[Extracted records]
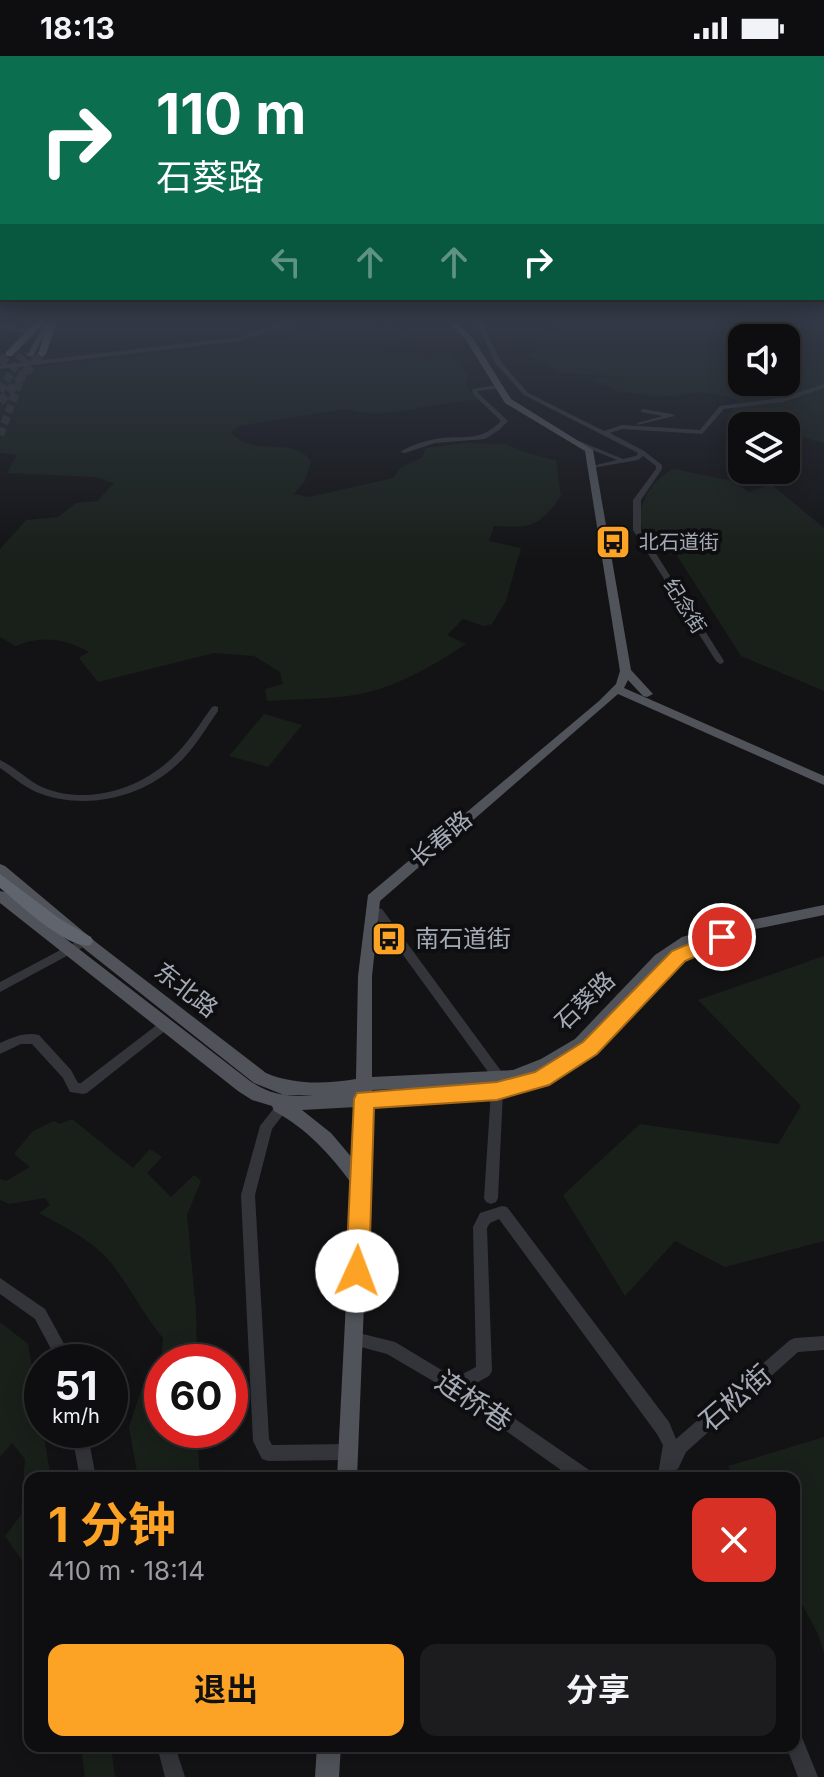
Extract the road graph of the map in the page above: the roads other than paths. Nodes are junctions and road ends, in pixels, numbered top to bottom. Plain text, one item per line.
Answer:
1 (484, 401) edge
2 (510, 401) edge
3 (539, 401) edge
4 (772, 401) edge
5 (643, 411) dead end
6 (622, 427) junction
7 (604, 433) junction
8 (618, 440) junction
9 (577, 442) junction
10 (403, 452) dead end
11 (642, 452) junction
12 (620, 459) junction
13 (630, 460) junction
14 (659, 465) junction
15 (596, 466) junction
16 (720, 661) dead end
17 (626, 671) junction
18 (622, 689) junction
19 (647, 694) junction
20 (215, 709) dead end
21 (0, 763) edge
22 (824, 774) edge
23 (824, 781) edge
24 (0, 869) edge
25 (0, 880) edge
26 (0, 896) edge
27 (824, 910) edge
28 (378, 912) dead end
29 (824, 917) edge
30 (85, 941) junction
31 (69, 949) junction
32 (0, 987) edge
33 (166, 1024) junction
34 (0, 1049) edge
35 (499, 1085) junction
36 (364, 1092) junction
37 (258, 1095) junction
38 (283, 1107) junction
39 (360, 1181) junction
40 (491, 1198) dead end
41 (0, 1285) edge
42 (7, 1295) edge
43 (355, 1339) junction
44 (824, 1343) edge
45 (56, 1344) edge
46 (455, 1386) junction
47 (82, 1448) edge
48 (349, 1452) junction
49 (87, 1472) edge
50 (347, 1472) edge
51 (577, 1472) edge
52 (667, 1472) edge
53 (668, 1472) edge
54 (168, 1752) edge
55 (329, 1752) edge
56 (798, 1752) edge
57 (175, 1777) edge
58 (327, 1777) edge
59 (808, 1777) edge

1 - 10 street
2 - 9 main road
3 - 7 street
4 - 6 street
5 - 6 street
6 - 7 street
7 - 8 street
8 - 11 street
8 - 12 street
9 - 12 street
9 - 15 main road
11 - 13 street
11 - 14 street
12 - 15 street
13 - 14 street
13 - 15 street
14 - 16 street, 纪念街
15 - 17 main road
17 - 18 main road
17 - 19 main road
18 - 19 main road
18 - 23 main road
18 - 36 main road, 长春路
19 - 22 main road
20 - 21 street
24 - 30 main road, 东北路
25 - 30 highway
26 - 31 main road, 东北路
27 - 35 main road, 石葵路
28 - 35 street
29 - 35 main road, 石葵路
30 - 31 street
30 - 36 main road, 东北路
31 - 32 street
31 - 33 main road, 东北路
33 - 34 street
33 - 37 main road, 东北路
35 - 36 main road, 石葵路
35 - 40 street
36 - 37 main road, 东北路
36 - 39 main road, 长春路
37 - 38 main road
38 - 39 main road
38 - 48 street
39 - 43 main road, 长春路
41 - 42 street
42 - 45 street
43 - 46 street, 连桥巷
43 - 48 main road, 长春路
44 - 53 street, 石松街
46 - 51 street, 连桥巷
46 - 52 street
47 - 49 street
48 - 50 main road, 长春路
54 - 57 street
55 - 58 main road
56 - 59 street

About this exercise. Using the records above, output their complete text exactly, minus any images.

Completed exercise.
Extract the road graph of the map in the page above: the roads other than paths. Nodes are junctions and road ends, in pixels, numbered top to bottom. Plain text, one item per line.
Answer:
1 (484, 401) edge
2 (510, 401) edge
3 (539, 401) edge
4 (772, 401) edge
5 (643, 411) dead end
6 (622, 427) junction
7 (604, 433) junction
8 (618, 440) junction
9 (577, 442) junction
10 (403, 452) dead end
11 (642, 452) junction
12 (620, 459) junction
13 (630, 460) junction
14 (659, 465) junction
15 (596, 466) junction
16 (720, 661) dead end
17 (626, 671) junction
18 (622, 689) junction
19 (647, 694) junction
20 (215, 709) dead end
21 (0, 763) edge
22 (824, 774) edge
23 (824, 781) edge
24 (0, 869) edge
25 (0, 880) edge
26 (0, 896) edge
27 (824, 910) edge
28 (378, 912) dead end
29 (824, 917) edge
30 (85, 941) junction
31 (69, 949) junction
32 (0, 987) edge
33 (166, 1024) junction
34 (0, 1049) edge
35 (499, 1085) junction
36 (364, 1092) junction
37 (258, 1095) junction
38 (283, 1107) junction
39 (360, 1181) junction
40 (491, 1198) dead end
41 (0, 1285) edge
42 (7, 1295) edge
43 (355, 1339) junction
44 (824, 1343) edge
45 (56, 1344) edge
46 (455, 1386) junction
47 (82, 1448) edge
48 (349, 1452) junction
49 (87, 1472) edge
50 (347, 1472) edge
51 (577, 1472) edge
52 (667, 1472) edge
53 (668, 1472) edge
54 (168, 1752) edge
55 (329, 1752) edge
56 (798, 1752) edge
57 (175, 1777) edge
58 (327, 1777) edge
59 (808, 1777) edge

1 - 10 street
2 - 9 main road
3 - 7 street
4 - 6 street
5 - 6 street
6 - 7 street
7 - 8 street
8 - 11 street
8 - 12 street
9 - 12 street
9 - 15 main road
11 - 13 street
11 - 14 street
12 - 15 street
13 - 14 street
13 - 15 street
14 - 16 street, 纪念街
15 - 17 main road
17 - 18 main road
17 - 19 main road
18 - 19 main road
18 - 23 main road
18 - 36 main road, 长春路
19 - 22 main road
20 - 21 street
24 - 30 main road, 东北路
25 - 30 highway
26 - 31 main road, 东北路
27 - 35 main road, 石葵路
28 - 35 street
29 - 35 main road, 石葵路
30 - 31 street
30 - 36 main road, 东北路
31 - 32 street
31 - 33 main road, 东北路
33 - 34 street
33 - 37 main road, 东北路
35 - 36 main road, 石葵路
35 - 40 street
36 - 37 main road, 东北路
36 - 39 main road, 长春路
37 - 38 main road
38 - 39 main road
38 - 48 street
39 - 43 main road, 长春路
41 - 42 street
42 - 45 street
43 - 46 street, 连桥巷
43 - 48 main road, 长春路
44 - 53 street, 石松街
46 - 51 street, 连桥巷
46 - 52 street
47 - 49 street
48 - 50 main road, 长春路
54 - 57 street
55 - 58 main road
56 - 59 street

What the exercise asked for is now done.